+++ RECORD EXTRACTS +++
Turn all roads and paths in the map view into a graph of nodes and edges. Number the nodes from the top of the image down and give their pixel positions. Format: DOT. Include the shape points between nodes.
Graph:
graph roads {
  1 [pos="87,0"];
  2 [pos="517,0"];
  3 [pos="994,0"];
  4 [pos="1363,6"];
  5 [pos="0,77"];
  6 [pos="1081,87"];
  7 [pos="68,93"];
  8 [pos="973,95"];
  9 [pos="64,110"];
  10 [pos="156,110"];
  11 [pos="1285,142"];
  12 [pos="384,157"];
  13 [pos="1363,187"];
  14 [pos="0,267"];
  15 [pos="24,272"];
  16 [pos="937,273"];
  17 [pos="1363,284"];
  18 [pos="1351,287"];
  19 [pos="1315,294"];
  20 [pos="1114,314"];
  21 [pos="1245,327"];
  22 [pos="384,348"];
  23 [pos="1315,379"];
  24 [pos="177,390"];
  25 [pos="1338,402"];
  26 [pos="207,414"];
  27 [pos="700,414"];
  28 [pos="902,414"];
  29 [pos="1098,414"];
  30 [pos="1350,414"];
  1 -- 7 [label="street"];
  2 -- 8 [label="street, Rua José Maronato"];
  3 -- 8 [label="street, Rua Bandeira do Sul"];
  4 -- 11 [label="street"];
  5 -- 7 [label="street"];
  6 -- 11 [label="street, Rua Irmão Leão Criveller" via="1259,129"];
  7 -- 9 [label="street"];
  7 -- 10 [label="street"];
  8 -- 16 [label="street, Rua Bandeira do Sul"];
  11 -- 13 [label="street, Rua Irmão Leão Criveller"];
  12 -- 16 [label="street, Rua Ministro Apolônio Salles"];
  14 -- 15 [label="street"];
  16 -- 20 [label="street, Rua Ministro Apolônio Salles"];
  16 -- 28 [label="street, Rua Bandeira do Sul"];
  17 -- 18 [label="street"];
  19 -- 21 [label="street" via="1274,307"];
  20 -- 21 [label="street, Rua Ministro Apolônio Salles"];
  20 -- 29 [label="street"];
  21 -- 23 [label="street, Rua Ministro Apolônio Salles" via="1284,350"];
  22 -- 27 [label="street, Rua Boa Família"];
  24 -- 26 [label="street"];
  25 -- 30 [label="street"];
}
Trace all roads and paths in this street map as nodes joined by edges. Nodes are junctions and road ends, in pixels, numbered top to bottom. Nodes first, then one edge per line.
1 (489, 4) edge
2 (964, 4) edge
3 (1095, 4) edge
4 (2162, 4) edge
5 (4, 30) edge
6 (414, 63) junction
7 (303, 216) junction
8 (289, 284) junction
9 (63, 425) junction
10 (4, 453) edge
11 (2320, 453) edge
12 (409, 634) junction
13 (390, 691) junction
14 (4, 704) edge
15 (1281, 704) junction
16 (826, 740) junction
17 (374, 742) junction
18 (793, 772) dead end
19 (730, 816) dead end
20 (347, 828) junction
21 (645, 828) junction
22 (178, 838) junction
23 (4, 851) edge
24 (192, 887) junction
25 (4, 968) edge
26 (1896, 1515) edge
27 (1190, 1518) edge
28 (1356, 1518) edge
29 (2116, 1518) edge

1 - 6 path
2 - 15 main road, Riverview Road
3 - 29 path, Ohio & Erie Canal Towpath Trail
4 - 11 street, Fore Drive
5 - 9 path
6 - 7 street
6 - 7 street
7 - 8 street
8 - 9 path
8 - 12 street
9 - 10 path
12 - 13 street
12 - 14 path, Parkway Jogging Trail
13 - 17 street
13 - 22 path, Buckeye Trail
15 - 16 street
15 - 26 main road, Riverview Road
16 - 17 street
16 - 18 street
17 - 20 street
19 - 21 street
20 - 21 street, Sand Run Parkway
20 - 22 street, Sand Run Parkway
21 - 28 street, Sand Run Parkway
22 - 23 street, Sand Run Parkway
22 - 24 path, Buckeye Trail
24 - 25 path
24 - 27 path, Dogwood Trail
+++
YOUR GOAL: Only a number is needed here: how many lines of the data include the word "Leão"?

OUTPUT: 2